The vision comes to an end and the messengers from Cornelius arrive, and Peter is prodded by the Spirit to go with them. For what purpose? Again, Peter is not told. Neither Peter nor Cornelius is told what will happen once they meet, but they’re both excited. Acts is full of the Spirit giving unexplained invitations to a new journey. As Peter is invited to the home (and table) of a Gentile, he realizes that the issue isn’t so much clean and unclean animals as much as clean and “unclean” people. Peter, along with some fellow Jewish Christians from Joppa, meets Cornelius, along with some family and friends, and begins to preach a sermon that begins with, “I truly understand that God shows no partiality.” As he’s telling Cornelius and his people the story of Jesus, suddenly the Holy Spirit floods the room. Peter asks, “Can anyone withhold the water for baptizing these people who have received the Holy Spirit just as we have?” So Cornelius and company are baptized.

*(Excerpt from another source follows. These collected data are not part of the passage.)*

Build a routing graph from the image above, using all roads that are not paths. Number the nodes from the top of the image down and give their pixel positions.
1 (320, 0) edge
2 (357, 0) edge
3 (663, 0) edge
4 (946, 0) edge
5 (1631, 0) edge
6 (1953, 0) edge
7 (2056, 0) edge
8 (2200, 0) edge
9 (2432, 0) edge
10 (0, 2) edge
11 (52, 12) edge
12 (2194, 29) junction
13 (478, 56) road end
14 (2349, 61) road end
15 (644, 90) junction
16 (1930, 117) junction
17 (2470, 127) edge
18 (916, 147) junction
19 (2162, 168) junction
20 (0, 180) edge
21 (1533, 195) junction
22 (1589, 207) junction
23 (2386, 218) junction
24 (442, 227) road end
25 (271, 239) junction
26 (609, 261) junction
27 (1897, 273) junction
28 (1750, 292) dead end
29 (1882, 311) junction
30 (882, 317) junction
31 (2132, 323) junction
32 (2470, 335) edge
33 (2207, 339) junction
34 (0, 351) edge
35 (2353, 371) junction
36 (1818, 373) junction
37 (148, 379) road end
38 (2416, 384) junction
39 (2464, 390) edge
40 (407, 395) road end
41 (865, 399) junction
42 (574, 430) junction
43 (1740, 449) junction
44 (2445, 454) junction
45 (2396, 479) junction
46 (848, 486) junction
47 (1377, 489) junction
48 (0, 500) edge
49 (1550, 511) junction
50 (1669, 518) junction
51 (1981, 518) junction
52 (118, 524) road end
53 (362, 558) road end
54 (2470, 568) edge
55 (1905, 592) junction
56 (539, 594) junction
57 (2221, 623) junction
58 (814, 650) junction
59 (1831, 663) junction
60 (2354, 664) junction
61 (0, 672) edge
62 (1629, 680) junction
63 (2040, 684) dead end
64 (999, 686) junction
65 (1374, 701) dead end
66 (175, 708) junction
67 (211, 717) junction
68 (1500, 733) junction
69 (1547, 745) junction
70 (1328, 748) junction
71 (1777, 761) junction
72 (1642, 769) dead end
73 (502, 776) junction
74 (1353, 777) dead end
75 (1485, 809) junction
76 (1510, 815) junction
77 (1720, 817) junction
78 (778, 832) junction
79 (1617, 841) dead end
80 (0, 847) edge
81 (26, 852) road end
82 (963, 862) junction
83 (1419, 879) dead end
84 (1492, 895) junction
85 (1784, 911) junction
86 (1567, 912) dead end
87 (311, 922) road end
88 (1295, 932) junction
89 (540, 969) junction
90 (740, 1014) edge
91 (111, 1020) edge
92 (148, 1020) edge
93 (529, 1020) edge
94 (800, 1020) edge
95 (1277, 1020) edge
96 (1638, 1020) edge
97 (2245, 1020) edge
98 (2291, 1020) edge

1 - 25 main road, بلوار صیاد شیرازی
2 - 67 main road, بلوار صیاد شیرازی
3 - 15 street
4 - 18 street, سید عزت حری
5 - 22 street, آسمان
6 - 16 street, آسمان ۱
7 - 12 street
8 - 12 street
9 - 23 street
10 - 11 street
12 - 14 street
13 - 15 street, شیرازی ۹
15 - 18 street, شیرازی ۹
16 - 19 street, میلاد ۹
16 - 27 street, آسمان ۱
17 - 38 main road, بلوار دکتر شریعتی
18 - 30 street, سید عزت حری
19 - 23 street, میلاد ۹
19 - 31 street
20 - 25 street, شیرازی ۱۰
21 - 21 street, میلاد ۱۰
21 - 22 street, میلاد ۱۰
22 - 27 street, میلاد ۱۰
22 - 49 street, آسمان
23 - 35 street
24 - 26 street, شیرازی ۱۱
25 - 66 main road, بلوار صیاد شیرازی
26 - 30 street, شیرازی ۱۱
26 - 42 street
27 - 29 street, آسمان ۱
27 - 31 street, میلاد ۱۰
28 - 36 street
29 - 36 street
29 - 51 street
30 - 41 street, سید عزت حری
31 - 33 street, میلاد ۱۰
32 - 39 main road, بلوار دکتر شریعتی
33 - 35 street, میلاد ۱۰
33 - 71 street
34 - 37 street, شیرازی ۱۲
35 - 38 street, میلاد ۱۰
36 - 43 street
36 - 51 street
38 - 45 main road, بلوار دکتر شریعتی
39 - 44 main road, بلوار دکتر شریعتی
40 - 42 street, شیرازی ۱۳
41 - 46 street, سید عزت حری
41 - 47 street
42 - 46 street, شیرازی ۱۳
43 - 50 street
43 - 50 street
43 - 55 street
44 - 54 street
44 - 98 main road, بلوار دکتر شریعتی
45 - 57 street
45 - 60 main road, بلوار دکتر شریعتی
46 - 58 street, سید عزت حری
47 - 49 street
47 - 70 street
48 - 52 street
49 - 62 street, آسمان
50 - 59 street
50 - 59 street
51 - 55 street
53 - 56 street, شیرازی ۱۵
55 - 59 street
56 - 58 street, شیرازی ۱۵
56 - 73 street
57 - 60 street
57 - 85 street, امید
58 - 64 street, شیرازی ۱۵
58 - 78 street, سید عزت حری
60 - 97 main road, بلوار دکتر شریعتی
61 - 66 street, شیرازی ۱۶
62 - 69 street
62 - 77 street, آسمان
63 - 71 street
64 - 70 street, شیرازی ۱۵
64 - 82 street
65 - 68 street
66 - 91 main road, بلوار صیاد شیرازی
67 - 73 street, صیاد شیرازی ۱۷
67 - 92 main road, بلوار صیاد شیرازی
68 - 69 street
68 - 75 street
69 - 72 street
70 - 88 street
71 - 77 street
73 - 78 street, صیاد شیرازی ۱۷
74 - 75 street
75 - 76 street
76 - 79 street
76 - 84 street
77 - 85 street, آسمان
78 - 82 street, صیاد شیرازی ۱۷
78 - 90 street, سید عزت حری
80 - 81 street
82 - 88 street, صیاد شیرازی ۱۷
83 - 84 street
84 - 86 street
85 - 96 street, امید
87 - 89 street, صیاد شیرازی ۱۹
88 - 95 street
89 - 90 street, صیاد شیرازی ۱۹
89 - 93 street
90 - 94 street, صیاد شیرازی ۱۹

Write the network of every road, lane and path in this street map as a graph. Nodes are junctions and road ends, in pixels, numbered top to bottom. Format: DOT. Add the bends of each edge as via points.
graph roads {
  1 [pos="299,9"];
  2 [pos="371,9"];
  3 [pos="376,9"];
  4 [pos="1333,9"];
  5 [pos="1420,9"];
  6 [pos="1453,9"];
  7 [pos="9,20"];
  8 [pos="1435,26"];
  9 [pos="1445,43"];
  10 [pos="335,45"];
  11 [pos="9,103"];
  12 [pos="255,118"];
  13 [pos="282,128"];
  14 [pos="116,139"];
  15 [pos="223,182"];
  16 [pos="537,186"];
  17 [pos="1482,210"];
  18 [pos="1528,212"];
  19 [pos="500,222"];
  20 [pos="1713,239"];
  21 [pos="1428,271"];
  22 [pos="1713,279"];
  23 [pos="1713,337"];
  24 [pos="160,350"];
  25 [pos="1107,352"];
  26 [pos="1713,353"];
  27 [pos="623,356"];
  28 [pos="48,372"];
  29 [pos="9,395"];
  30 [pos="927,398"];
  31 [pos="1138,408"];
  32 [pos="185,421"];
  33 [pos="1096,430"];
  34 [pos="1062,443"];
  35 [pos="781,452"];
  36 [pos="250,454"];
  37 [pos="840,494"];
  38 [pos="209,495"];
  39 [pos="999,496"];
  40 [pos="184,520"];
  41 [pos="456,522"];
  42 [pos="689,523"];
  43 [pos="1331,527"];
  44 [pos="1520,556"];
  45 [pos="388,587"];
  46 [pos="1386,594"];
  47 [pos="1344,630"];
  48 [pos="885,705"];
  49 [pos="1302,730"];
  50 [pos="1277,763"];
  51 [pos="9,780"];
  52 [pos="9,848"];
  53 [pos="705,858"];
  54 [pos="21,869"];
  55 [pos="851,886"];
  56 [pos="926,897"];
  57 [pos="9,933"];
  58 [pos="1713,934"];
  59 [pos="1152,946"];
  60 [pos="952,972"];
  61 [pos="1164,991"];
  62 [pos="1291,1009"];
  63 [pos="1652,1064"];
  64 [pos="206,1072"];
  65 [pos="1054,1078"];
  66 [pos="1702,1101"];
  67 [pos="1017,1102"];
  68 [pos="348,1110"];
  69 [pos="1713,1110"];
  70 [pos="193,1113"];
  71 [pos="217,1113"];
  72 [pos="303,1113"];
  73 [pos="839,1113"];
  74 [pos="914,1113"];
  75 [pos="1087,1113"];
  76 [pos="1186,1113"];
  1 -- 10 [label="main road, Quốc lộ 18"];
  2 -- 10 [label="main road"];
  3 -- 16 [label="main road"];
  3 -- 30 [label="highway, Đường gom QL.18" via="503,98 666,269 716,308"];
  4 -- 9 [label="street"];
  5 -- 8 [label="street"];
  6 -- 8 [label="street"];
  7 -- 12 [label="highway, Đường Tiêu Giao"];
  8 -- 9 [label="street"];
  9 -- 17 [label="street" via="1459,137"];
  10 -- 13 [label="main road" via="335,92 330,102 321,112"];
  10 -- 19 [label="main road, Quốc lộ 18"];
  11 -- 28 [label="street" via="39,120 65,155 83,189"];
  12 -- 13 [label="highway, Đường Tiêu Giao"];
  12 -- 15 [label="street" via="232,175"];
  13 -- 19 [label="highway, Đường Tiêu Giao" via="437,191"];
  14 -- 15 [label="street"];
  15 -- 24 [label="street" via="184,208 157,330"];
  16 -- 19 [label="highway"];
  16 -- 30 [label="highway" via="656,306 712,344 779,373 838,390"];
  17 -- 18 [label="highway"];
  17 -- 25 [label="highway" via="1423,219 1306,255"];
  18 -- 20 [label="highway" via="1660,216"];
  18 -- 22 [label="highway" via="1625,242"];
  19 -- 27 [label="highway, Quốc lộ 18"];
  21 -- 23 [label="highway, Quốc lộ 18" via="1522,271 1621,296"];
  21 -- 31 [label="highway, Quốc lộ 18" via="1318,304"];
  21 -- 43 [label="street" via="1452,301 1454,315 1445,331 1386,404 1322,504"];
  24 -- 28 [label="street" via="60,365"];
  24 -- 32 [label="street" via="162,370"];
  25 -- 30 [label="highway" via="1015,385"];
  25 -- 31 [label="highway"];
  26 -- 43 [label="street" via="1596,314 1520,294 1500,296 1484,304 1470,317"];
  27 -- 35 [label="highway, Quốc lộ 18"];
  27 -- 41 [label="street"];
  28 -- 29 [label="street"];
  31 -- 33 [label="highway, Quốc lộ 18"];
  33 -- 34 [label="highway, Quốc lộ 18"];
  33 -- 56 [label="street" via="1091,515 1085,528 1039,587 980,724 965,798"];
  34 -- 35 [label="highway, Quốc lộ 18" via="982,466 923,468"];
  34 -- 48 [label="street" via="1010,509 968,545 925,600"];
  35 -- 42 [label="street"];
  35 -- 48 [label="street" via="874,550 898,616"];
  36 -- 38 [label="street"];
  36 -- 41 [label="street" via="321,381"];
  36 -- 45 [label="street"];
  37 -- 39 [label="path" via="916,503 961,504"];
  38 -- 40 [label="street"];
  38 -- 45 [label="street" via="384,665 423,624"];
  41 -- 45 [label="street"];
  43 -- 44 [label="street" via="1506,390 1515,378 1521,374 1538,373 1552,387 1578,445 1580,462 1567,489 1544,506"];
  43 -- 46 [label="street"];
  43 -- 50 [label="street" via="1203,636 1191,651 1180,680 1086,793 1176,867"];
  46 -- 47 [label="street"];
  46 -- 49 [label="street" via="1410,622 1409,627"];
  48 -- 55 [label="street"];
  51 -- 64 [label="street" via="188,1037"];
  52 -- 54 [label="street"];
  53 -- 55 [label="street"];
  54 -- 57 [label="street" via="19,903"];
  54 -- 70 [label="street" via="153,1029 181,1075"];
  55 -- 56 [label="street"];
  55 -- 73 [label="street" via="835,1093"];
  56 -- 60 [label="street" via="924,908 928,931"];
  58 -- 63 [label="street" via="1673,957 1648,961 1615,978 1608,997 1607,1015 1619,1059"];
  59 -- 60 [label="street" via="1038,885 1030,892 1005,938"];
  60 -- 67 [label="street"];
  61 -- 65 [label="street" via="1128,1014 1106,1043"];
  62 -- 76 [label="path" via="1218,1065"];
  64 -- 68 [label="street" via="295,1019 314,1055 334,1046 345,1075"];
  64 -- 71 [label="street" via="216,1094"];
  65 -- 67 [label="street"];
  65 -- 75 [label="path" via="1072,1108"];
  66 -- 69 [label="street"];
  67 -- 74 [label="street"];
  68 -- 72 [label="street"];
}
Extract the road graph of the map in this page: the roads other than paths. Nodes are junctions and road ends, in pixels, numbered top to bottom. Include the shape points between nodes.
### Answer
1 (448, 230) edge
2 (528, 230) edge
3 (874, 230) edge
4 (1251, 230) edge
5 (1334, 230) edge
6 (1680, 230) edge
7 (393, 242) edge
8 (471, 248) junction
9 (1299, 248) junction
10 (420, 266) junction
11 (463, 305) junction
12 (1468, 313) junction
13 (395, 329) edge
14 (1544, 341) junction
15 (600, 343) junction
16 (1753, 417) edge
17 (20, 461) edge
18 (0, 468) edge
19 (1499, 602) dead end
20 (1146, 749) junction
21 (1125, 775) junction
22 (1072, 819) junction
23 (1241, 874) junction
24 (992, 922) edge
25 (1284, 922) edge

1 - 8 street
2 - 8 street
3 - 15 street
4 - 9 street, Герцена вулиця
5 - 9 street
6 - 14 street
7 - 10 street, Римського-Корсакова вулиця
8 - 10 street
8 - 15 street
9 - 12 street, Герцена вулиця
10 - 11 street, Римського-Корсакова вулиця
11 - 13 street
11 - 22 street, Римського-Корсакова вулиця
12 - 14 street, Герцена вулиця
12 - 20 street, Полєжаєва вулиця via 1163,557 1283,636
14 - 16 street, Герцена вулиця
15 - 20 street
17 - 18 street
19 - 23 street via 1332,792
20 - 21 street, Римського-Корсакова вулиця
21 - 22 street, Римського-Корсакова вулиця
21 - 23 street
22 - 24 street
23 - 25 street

What kind of person do we consider “unclean?” Another way of asking it is, what kind of person is it that I have a hard time imagining sharing life and table with? The Bible’s word for that is “unclean.” Whatever kind of person that is, could God be trying to get our attention and say, “What God has called clean, you must not call unclean.”

Peter is starting to get it. Israel’s story is not just Israel’s story. And Israel’s God is not just Israel’s God. In baptism, Jesus washes us clean of any prejudice, division, and assumption that keeps believers separated. In baptism, Jesus heals us of anything that makes another believer seem alien to us. In baptism, God creates one family.